[Stored data entries]
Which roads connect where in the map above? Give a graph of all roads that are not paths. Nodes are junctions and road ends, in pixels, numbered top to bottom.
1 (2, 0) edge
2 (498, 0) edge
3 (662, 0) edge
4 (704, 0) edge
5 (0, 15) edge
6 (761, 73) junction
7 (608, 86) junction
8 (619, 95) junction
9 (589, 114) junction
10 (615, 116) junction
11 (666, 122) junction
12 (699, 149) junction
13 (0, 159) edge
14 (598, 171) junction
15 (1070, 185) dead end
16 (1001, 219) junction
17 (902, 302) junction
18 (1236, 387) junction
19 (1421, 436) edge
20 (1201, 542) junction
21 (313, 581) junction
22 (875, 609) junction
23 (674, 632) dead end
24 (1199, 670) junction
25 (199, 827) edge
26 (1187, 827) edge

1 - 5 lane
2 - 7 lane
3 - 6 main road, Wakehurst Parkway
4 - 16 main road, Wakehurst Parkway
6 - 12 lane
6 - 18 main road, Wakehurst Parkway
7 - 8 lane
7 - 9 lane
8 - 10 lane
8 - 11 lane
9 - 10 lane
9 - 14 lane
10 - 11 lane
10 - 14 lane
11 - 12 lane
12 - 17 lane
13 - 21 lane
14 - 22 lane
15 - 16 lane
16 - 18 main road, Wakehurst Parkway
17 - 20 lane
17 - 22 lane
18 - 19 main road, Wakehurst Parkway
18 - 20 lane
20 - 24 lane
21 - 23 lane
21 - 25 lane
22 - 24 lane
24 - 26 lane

--

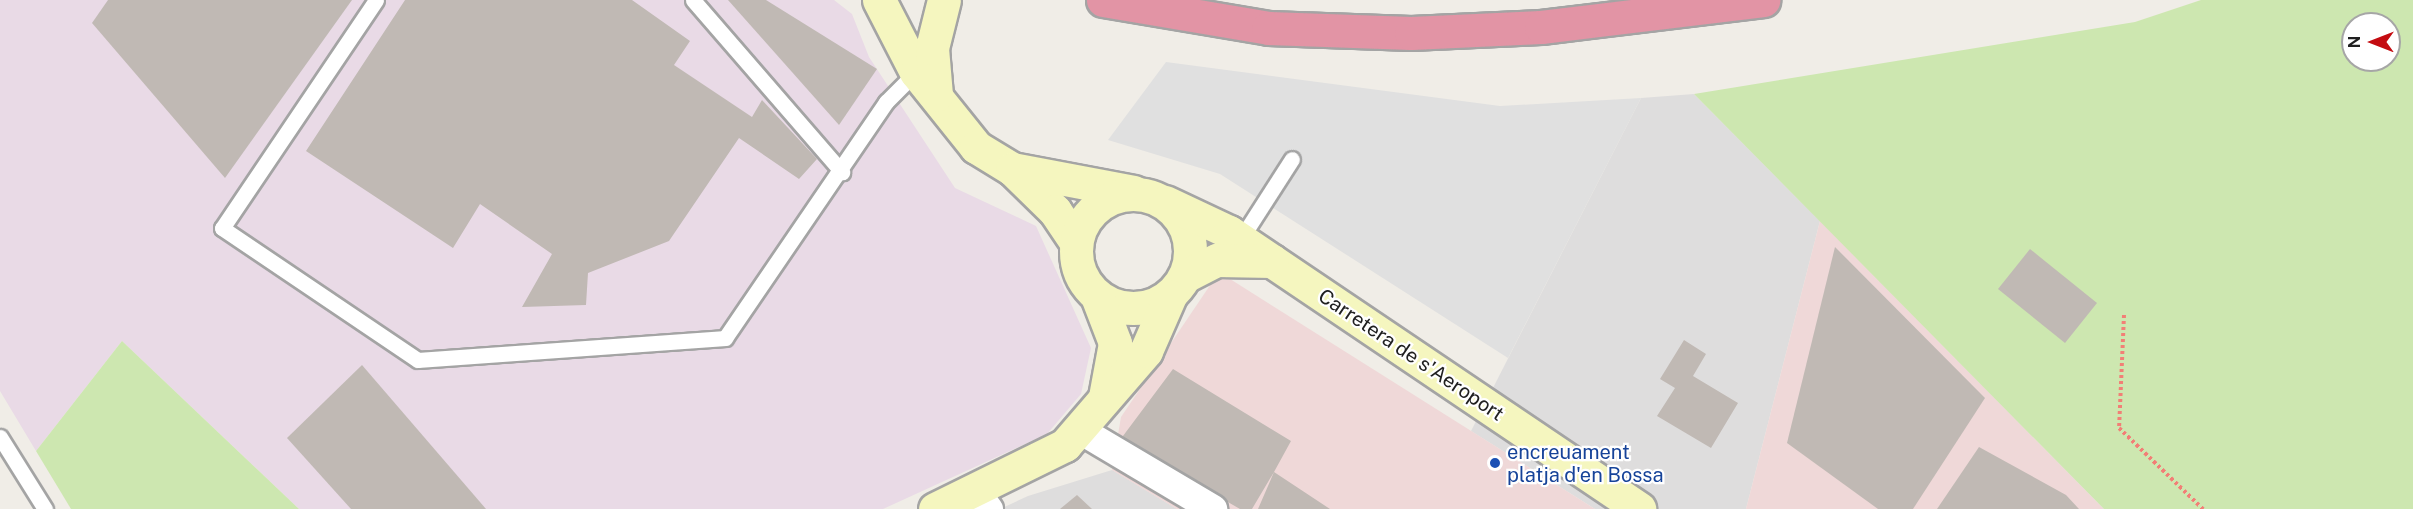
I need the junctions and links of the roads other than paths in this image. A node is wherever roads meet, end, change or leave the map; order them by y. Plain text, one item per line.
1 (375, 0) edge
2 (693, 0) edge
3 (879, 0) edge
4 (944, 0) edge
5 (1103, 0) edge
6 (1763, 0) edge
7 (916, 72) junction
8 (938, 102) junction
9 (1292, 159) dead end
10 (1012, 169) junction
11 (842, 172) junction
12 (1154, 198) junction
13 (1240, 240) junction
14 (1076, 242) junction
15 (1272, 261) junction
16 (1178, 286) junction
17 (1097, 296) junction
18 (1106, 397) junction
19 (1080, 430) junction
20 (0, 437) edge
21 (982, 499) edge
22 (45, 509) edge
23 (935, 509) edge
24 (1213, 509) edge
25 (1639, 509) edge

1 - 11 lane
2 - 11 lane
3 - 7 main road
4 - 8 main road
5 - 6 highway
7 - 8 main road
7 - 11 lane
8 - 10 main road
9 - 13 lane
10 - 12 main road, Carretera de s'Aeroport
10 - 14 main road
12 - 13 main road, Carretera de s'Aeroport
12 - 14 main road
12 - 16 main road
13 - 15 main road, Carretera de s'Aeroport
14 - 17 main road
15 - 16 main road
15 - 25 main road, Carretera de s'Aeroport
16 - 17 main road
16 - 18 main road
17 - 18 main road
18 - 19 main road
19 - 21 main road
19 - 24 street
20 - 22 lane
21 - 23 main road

WORK TO COMPLETE ->
Using the data above, return every line that contains the string "junctions".

ANSWER BOX ->
Which roads connect where in the map above? Give a graph of all roads that are not paths. Nodes are junctions and road ends, in pixels, numbered top to bottom.
I need the junctions and links of the roads other than paths in this image. A node is wherever roads meet, end, change or leave the map; order them by y. Plain text, one item per line.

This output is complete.